Anggota Bawaslu Ratna Dewi Pettalolo mengatakan, ada dua istilah umum yang dikenal dalam praktik politik uang pada hari pemungutan suara, yakni “prabayar” dan “pascabayar.” Politik uang “prabayar” artinya uang dibayarkan sebelum pemungutan suara dilakukan oleh pemilih. Adapan untuk politik uang “pascabayar” ialah politik uang yang dilakukn setelah pencoblosan dilakukan. Praktik “pascabayar” ini dilakukan dengan syarat pemilih bisa menyerahkan bukti pencoblosan terhadap calon tertentu, misalnya dengan bukti foto surat suara yang telah dicoblos.
“Belajar dari pengalaman Pilkada 2018, dua jenis praktik politik uang ini bisa diminamilisir dengan patroli pengawasan. Jadi anggota kami bersama dengan pengawas TPS akan berkeliling sekitar tempat tinggal pemilih dan menyosialisasikan laranagn politik uang ini. Tiga hari sebelum pemungutan suara, tim patroli akan berkeliling menyisir pemukiman warga. Sebab biasanya tiga hari menjelang pemungutan suara atau di hari tenang kerap ada upaya politik uang,” kata Ratna, Jumat (8/3/2019) di kantor Bawaslu, Jakarta.
Pengawas TPS terutama harus jeli dalam mengawasi penggunaan formulir C6 sebagai surat undangan memilih yang sah.

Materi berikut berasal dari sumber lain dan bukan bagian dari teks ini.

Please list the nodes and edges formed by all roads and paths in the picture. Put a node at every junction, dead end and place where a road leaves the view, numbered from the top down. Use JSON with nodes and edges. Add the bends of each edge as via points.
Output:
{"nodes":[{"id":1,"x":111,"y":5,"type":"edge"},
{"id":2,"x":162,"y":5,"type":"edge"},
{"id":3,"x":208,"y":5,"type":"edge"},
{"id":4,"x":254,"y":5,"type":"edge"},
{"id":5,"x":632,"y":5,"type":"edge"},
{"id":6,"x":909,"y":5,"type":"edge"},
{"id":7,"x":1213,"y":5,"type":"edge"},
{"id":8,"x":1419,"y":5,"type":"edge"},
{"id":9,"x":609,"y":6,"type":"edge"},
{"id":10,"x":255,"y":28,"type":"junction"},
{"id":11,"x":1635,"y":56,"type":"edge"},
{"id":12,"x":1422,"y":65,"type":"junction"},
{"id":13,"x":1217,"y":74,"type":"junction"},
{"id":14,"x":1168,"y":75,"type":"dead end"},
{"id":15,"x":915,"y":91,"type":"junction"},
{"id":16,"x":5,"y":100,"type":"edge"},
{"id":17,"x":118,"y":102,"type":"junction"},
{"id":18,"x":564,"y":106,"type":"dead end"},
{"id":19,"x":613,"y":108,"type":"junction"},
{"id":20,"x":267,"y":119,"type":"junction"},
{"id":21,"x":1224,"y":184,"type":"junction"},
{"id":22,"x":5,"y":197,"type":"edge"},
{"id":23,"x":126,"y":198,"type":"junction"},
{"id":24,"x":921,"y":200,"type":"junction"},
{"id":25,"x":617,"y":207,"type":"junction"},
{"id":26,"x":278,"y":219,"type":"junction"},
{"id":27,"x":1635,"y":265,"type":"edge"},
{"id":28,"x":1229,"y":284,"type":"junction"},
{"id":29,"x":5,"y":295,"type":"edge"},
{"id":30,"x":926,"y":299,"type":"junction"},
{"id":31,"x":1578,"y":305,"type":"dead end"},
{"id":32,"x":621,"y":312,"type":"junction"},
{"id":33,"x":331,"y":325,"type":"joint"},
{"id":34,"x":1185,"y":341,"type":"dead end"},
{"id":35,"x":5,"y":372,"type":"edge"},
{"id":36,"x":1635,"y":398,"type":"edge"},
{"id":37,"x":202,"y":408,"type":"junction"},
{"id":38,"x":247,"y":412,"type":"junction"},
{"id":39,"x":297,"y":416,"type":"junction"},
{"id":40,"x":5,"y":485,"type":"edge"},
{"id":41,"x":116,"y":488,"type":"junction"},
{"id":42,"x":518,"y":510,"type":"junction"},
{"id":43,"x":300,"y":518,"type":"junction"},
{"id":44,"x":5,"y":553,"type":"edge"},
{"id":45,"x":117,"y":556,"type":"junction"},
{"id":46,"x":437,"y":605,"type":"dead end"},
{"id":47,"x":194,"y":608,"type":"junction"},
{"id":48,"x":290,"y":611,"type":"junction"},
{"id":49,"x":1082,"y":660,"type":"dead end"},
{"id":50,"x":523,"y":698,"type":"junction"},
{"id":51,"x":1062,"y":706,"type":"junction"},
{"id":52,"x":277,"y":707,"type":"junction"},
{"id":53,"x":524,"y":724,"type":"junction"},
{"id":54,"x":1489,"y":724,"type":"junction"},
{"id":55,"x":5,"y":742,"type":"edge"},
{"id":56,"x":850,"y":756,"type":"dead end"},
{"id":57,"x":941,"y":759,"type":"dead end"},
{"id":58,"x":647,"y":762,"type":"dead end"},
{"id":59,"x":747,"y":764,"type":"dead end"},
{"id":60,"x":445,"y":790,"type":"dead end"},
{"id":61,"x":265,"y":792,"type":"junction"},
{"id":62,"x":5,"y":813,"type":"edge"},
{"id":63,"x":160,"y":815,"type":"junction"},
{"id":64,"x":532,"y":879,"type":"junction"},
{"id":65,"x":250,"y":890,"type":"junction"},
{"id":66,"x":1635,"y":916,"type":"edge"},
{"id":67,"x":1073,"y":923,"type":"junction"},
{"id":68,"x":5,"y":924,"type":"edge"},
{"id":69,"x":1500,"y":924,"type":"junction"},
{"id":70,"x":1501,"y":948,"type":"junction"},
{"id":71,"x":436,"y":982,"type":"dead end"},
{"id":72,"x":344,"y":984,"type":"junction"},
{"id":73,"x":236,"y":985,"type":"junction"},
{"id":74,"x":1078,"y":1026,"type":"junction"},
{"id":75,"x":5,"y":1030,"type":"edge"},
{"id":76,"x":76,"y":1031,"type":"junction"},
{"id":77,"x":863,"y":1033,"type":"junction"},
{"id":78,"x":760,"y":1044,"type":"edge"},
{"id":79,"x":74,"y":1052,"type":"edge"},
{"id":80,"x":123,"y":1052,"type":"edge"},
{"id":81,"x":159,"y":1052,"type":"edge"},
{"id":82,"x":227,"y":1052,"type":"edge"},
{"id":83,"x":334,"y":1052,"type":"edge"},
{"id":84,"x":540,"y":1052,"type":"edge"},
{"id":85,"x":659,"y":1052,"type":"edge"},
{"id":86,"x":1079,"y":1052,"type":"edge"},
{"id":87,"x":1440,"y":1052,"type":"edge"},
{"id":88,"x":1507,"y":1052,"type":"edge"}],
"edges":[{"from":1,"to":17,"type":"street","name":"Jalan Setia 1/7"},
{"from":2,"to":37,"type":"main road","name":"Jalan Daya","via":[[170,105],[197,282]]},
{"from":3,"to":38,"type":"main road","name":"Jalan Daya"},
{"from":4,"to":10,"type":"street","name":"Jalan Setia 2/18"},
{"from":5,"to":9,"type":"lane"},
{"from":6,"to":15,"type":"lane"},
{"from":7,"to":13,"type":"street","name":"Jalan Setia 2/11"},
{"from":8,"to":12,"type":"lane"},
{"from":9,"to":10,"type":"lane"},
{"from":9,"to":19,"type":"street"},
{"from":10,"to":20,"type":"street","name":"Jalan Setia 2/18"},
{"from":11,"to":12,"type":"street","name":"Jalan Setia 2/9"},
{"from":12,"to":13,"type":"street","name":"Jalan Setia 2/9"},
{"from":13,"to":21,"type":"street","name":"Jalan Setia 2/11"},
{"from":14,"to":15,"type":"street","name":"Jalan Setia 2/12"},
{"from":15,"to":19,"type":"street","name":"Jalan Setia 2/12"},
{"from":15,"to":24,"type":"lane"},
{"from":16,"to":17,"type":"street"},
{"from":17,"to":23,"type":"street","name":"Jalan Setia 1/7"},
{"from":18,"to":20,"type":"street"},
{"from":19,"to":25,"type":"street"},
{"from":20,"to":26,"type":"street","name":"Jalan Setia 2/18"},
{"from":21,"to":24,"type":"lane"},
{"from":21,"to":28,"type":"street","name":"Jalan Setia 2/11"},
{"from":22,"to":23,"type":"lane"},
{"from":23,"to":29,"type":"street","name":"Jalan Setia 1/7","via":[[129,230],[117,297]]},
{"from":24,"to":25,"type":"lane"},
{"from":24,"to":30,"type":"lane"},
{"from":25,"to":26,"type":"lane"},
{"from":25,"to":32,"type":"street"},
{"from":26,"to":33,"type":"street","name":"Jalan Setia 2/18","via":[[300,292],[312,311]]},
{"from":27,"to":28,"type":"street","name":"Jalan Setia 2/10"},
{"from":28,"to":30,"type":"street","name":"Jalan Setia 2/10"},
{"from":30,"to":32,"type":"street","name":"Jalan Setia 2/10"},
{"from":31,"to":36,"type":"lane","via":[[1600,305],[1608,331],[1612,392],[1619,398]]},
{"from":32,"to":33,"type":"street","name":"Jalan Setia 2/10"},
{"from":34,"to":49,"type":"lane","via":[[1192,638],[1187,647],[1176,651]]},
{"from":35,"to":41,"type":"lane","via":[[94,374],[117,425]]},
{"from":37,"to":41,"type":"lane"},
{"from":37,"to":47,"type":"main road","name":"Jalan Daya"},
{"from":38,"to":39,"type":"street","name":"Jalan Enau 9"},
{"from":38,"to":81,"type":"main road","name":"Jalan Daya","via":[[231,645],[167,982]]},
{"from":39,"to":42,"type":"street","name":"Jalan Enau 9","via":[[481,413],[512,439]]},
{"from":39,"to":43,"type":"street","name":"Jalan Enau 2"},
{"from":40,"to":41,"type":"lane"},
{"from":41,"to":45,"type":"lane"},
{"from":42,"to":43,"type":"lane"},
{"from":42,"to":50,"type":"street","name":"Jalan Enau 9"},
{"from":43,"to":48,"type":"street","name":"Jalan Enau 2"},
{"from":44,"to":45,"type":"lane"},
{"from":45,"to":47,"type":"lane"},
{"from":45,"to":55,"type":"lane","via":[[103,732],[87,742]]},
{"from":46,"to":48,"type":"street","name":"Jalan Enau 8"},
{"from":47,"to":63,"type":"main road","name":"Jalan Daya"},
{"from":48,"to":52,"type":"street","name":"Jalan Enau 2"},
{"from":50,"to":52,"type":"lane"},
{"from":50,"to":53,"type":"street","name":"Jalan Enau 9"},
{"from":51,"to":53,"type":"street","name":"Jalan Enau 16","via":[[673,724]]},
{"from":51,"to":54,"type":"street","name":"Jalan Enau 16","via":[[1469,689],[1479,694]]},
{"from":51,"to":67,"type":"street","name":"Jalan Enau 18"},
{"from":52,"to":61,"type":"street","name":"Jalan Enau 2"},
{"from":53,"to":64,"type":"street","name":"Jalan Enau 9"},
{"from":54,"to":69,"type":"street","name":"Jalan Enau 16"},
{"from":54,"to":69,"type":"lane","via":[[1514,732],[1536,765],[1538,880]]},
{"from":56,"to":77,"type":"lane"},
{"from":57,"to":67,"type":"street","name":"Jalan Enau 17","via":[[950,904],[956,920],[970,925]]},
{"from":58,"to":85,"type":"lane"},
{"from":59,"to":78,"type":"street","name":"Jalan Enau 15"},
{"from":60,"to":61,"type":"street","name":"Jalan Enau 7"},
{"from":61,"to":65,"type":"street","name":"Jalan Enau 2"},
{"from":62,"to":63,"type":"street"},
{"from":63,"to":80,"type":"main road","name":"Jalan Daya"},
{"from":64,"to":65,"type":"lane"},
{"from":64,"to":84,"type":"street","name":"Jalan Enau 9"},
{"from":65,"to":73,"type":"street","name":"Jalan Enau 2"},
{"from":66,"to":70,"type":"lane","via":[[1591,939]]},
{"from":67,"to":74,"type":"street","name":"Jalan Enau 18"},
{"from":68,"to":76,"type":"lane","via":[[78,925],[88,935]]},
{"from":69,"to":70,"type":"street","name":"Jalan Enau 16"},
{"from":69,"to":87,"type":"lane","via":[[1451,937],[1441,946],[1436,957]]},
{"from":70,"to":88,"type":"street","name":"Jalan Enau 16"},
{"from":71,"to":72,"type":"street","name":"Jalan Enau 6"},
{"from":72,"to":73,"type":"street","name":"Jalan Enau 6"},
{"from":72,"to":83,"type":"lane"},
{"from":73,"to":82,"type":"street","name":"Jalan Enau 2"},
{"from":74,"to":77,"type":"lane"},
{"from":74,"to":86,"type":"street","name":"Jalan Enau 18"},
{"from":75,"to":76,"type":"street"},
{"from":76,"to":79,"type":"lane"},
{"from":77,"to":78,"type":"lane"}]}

Jangan sampai ada jual-beli formulir C6, karena surat undangan ini juga bisa menjadi salah satu celah bagi terjadinya kecurangan. “Pengawas TPS harus memastikan bahwa pemilih yang datang ke TPS untuk menyalurkan hak pilihnya adalah pemilik asli formulir C6. Ini juga merupakan salah satu cara mencegah politik uang prabayar,” kata Ratna.
Adapun untuk mencegah politik uang “pascabayar,” pengawas TPS diimbau untuk tidak memperbolehkan pemilih mendokumentasikan surat suara yang dicoblos. Penggunaan telepon pintar atau telepon seluler untuk memotret surat suara setela dicoblos oleh pemilih juga dilarang. Pelarangan itu dilakukan guna menghindarkan bukti foto itu disalahgunakan atau ditukar dengan sejumlah uang.

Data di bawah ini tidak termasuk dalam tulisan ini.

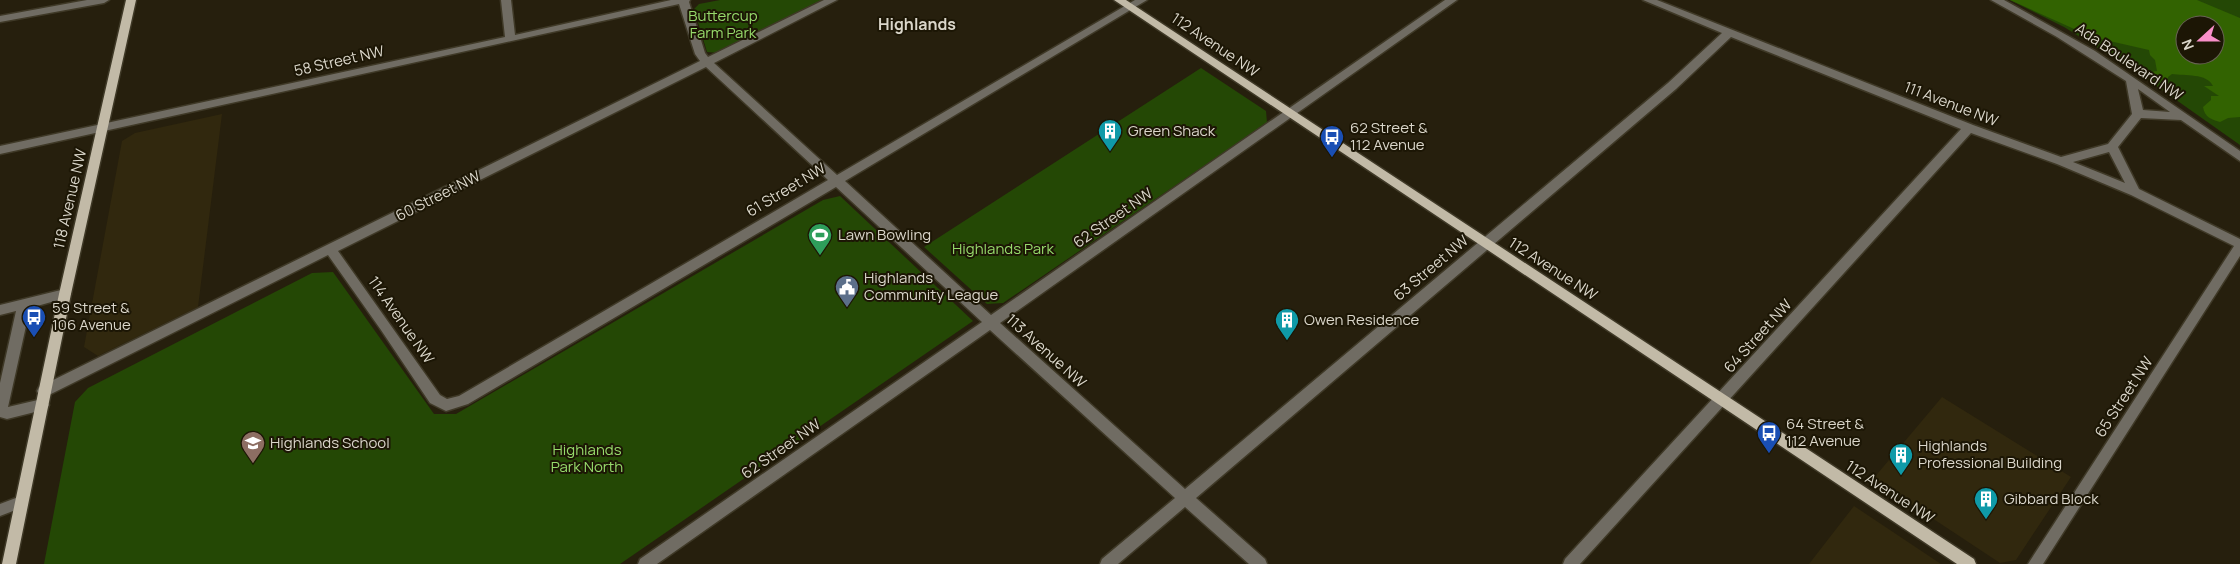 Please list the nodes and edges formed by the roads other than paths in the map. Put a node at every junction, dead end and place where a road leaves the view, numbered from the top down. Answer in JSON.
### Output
{"nodes":[{"id":1,"x":104,"y":0,"type":"edge"},
{"id":2,"x":131,"y":0,"type":"edge"},
{"id":3,"x":506,"y":0,"type":"edge"},
{"id":4,"x":684,"y":0,"type":"edge"},
{"id":5,"x":832,"y":0,"type":"edge"},
{"id":6,"x":1119,"y":0,"type":"edge"},
{"id":7,"x":1142,"y":0,"type":"edge"},
{"id":8,"x":1452,"y":0,"type":"edge"},
{"id":9,"x":1648,"y":0,"type":"edge"},
{"id":10,"x":1996,"y":0,"type":"edge"},
{"id":11,"x":1130,"y":7,"type":"junction"},
{"id":12,"x":0,"y":19,"type":"edge"},
{"id":13,"x":1729,"y":33,"type":"junction"},
{"id":14,"x":510,"y":38,"type":"junction"},
{"id":15,"x":707,"y":62,"type":"junction"},
{"id":16,"x":2131,"y":80,"type":"junction"},
{"id":17,"x":1290,"y":114,"type":"junction"},
{"id":18,"x":2138,"y":114,"type":"junction"},
{"id":19,"x":2182,"y":116,"type":"junction"},
{"id":20,"x":1969,"y":128,"type":"junction"},
{"id":21,"x":103,"y":129,"type":"junction"},
{"id":22,"x":2112,"y":147,"type":"junction"},
{"id":23,"x":0,"y":150,"type":"edge"},
{"id":24,"x":2240,"y":158,"type":"edge"},
{"id":25,"x":2061,"y":161,"type":"junction"},
{"id":26,"x":835,"y":180,"type":"junction"},
{"id":27,"x":2134,"y":192,"type":"junction"},
{"id":28,"x":1485,"y":243,"type":"junction"},
{"id":29,"x":2240,"y":245,"type":"edge"},
{"id":30,"x":331,"y":250,"type":"junction"},
{"id":31,"x":65,"y":294,"type":"junction"},
{"id":32,"x":24,"y":304,"type":"junction"},
{"id":33,"x":0,"y":310,"type":"edge"},
{"id":34,"x":991,"y":323,"type":"junction"},
{"id":35,"x":44,"y":391,"type":"junction"},
{"id":36,"x":1721,"y":400,"type":"junction"},
{"id":37,"x":42,"y":405,"type":"junction"},
{"id":38,"x":446,"y":405,"type":"joint"},
{"id":39,"x":1185,"y":496,"type":"junction"},
{"id":40,"x":21,"y":502,"type":"junction"},
{"id":41,"x":0,"y":510,"type":"edge"},
{"id":42,"x":8,"y":564,"type":"edge"},
{"id":43,"x":645,"y":564,"type":"edge"},
{"id":44,"x":1106,"y":564,"type":"edge"},
{"id":45,"x":1260,"y":564,"type":"edge"},
{"id":46,"x":1570,"y":564,"type":"edge"},
{"id":47,"x":1969,"y":564,"type":"edge"},
{"id":48,"x":2034,"y":564,"type":"edge"}],
"edges":[{"from":1,"to":12,"type":"street"},
{"from":2,"to":21,"type":"main road","name":"118 Avenue NW"},
{"from":3,"to":14,"type":"street"},
{"from":4,"to":14,"type":"street","name":"58 Street NW"},
{"from":4,"to":15,"type":"street","name":"113 Avenue NW"},
{"from":5,"to":15,"type":"street","name":"60 Street NW"},
{"from":6,"to":11,"type":"main road","name":"112 Avenue NW"},
{"from":7,"to":11,"type":"street","name":"61 Street NW"},
{"from":8,"to":17,"type":"street","name":"62 Street NW"},
{"from":9,"to":13,"type":"street","name":"111 Avenue NW"},
{"from":10,"to":16,"type":"street","name":"Ada Boulevard NW"},
{"from":11,"to":17,"type":"main road","name":"112 Avenue NW"},
{"from":11,"to":26,"type":"street","name":"61 Street NW"},
{"from":13,"to":20,"type":"street","name":"111 Avenue NW"},
{"from":13,"to":28,"type":"street","name":"63 Street NW"},
{"from":14,"to":21,"type":"street","name":"58 Street NW"},
{"from":15,"to":26,"type":"street","name":"113 Avenue NW"},
{"from":15,"to":30,"type":"street","name":"60 Street NW"},
{"from":16,"to":18,"type":"street"},
{"from":16,"to":19,"type":"street","name":"Ada Boulevard NW"},
{"from":17,"to":28,"type":"main road","name":"112 Avenue NW"},
{"from":17,"to":34,"type":"street","name":"62 Street NW"},
{"from":18,"to":19,"type":"street"},
{"from":18,"to":22,"type":"street"},
{"from":19,"to":24,"type":"street","name":"Ada Boulevard NW"},
{"from":20,"to":25,"type":"street","name":"111 Avenue NW"},
{"from":20,"to":36,"type":"street","name":"64 Street NW"},
{"from":21,"to":23,"type":"street","name":"58 Street NW"},
{"from":21,"to":31,"type":"main road","name":"118 Avenue NW"},
{"from":22,"to":25,"type":"street"},
{"from":22,"to":27,"type":"street"},
{"from":25,"to":27,"type":"street","name":"111 Avenue NW"},
{"from":26,"to":34,"type":"street","name":"113 Avenue NW"},
{"from":26,"to":38,"type":"street","name":"61 Street NW"},
{"from":27,"to":29,"type":"street","name":"111 Avenue NW"},
{"from":28,"to":36,"type":"main road","name":"112 Avenue NW"},
{"from":28,"to":39,"type":"street","name":"63 Street NW"},
{"from":29,"to":48,"type":"street","name":"65 Street NW"},
{"from":30,"to":35,"type":"street","name":"60 Street NW"},
{"from":30,"to":38,"type":"street","name":"114 Avenue NW"},
{"from":31,"to":32,"type":"street"},
{"from":31,"to":35,"type":"main road","name":"118 Avenue NW"},
{"from":32,"to":33,"type":"street"},
{"from":32,"to":37,"type":"street"},
{"from":34,"to":39,"type":"street","name":"113 Avenue NW"},
{"from":34,"to":43,"type":"street","name":"62 Street NW"},
{"from":35,"to":37,"type":"main road","name":"118 Avenue NW"},
{"from":36,"to":46,"type":"street","name":"64 Street NW"},
{"from":36,"to":47,"type":"main road","name":"112 Avenue NW"},
{"from":37,"to":40,"type":"main road","name":"118 Avenue NW"},
{"from":39,"to":44,"type":"street","name":"63 Street NW"},
{"from":39,"to":45,"type":"street","name":"113 Avenue NW"},
{"from":40,"to":41,"type":"street"},
{"from":40,"to":42,"type":"main road","name":"118 Avenue NW"}]}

“Untuk praktiknya di lapangan, kami akan memberikan pelatihan bagi pengawas TPS,” kata Ratna.
Sementara itu, hingga 5 Maret 2019, Bawaslu menerima 6.289 temuan dan laporan. Dari jumlah itu, 485 kasus di antaranya adalah pelanggaran pidana, 4.695 kasus pelanggaran administrasi, dan 579 kasus bentuk pelanggaran lainnya. Bawaslu juga menemukan 165 pelanggaran netralitas aparat sipil negara (ASN) dari 15 provinsi. Khusus untuk politik uang, ada enam putusan. Putusan itu tersebar di Kepulauan Riau (1 putusan), Jakarta (3 putusan), Jawa Barat (1 putusan), dan Nusa Tenggara Barat (1 putusan).

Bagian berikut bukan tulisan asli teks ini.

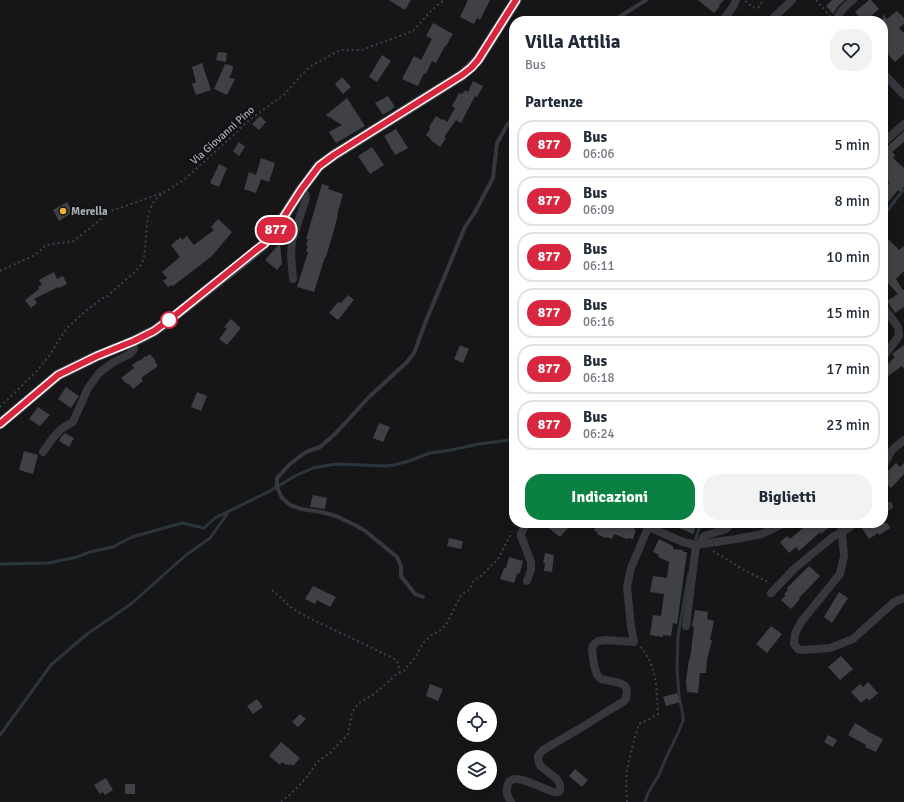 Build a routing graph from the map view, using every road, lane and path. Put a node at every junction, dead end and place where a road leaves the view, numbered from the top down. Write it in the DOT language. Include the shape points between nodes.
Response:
graph roads {
  1 [pos="444,0"];
  2 [pos="516,0"];
  3 [pos="646,0"];
  4 [pos="736,0"];
  5 [pos="762,0"];
  6 [pos="792,0"];
  7 [pos="816,0"];
  8 [pos="853,0"];
  9 [pos="746,1"];
  10 [pos="621,16"];
  11 [pos="726,16"];
  12 [pos="775,16"];
  13 [pos="831,16"];
  14 [pos="838,16"];
  15 [pos="888,78"];
  16 [pos="904,95"];
  17 [pos="509,123"];
  18 [pos="904,124"];
  19 [pos="888,138"];
  20 [pos="301,190"];
  21 [pos="165,192"];
  22 [pos="0,271"];
  23 [pos="293,279"];
  24 [pos="888,313"];
  25 [pos="134,341"];
  26 [pos="888,350"];
  27 [pos="0,407"];
  28 [pos="0,424"];
  29 [pos="904,440"];
  30 [pos="43,452"];
  31 [pos="888,458"];
  32 [pos="524,528"];
  33 [pos="648,528"];
  34 [pos="655,528"];
  35 [pos="727,528"];
  36 [pos="775,528"];
  37 [pos="842,528"];
  38 [pos="847,528"];
  39 [pos="512,532"];
  40 [pos="842,532"];
  41 [pos="698,544"];
  42 [pos="710,550"];
  43 [pos="527,581"];
  44 [pos="272,590"];
  45 [pos="773,590"];
  46 [pos="423,597"];
  47 [pos="904,598"];
  48 [pos="686,626"];
  49 [pos="634,642"];
  50 [pos="400,672"];
  51 [pos="281,802"];
  52 [pos="511,802"];
  53 [pos="627,802"];
  1 -- 21 [label="path, Via Giovanni Pino" via="413,31 362,50 340,50 311,66 285,94 254,116 185,179"];
  2 -- 20 [label="street" via="471,68 334,155 319,166"];
  3 -- 10 [label="lane"];
  4 -- 11 [label="street"];
  5 -- 9 [label="path" via="759,7 755,8"];
  6 -- 12 [label="street"];
  7 -- 13 [label="path"];
  8 -- 14 [label="street"];
  15 -- 16 [label="street"];
  17 -- 46 [label="lane" via="497,143 493,178 465,227 414,354 332,437 320,447 306,452 277,478 277,487 282,498 290,505 336,516 364,530 397,557 401,566 401,576 415,594"];
  18 -- 19 [label="street"];
  20 -- 23 [label="street" via="306,198 292,241"];
  20 -- 25 [label="street" via="264,244 173,317"];
  21 -- 22 [label="path, Via Giovanni Pino" via="111,211 74,241 46,246 34,255"];
  21 -- 27 [label="path" via="155,200 150,211 141,265 108,296 69,326 37,371"];
  24 -- 26 [label="street" via="898,327 898,336"];
  25 -- 28 [label="street" via="58,375"];
  25 -- 30 [label="street" via="134,349 130,354 99,373 88,388 72,422 61,429"];
  29 -- 31 [label="street" via="892,450"];
  32 -- 43 [label="street" via="521,536 531,562"];
  33 -- 49 [label="street" via="628,582"];
  34 -- 41 [label="street" via="683,542"];
  35 -- 41 [label="street" via="704,536"];
  36 -- 41 [label="street" via="762,534"];
  37 -- 40 [label="street"];
  38 -- 40 [label="street"];
  39 -- 50 [label="path" via="498,559 474,580 470,589 461,594 447,623 423,643 416,656"];
  40 -- 45 [label="street" via="795,568"];
  40 -- 47 [label="street" via="844,556 840,574 795,634 794,644 798,649 830,648 853,639 894,602"];
  41 -- 48 [label="street"];
  42 -- 45 [label="path" via="763,579"];
  44 -- 50 [label="path" via="303,615 393,658 397,661"];
  49 -- 52 [label="street" via="598,641 592,650 597,675 601,679 625,686 626,699 543,750 538,756 543,768 557,778 560,792 549,796 515,780 507,785 506,790"];
  49 -- 53 [label="path" via="641,646 653,668 657,686 658,714 639,724 627,769"];
  50 -- 51 [label="path" via="359,703 352,712 348,734 317,762 308,776"];
}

Anggota Bawaslu Rahmat Bagja mengingatkan, peserta pemilu harus bisa memisahkan antara kepentingan dirinya pribadi selaku peserta pemilu yang melakukan kampanye dan kepentingan negara. Penggunaan fasilitas negara untuk kampanye dilarang.
“Kami mensinyalir semakin tingginya penggunaan fasilitas negar dan bantuan sosial (bansos) untuk kepentingan kampanye. Bawaslu memberikan imbauan kepada peserta pemilu untuk membedakan antara kepentingan negara dan kampanye,” ujar Bagja.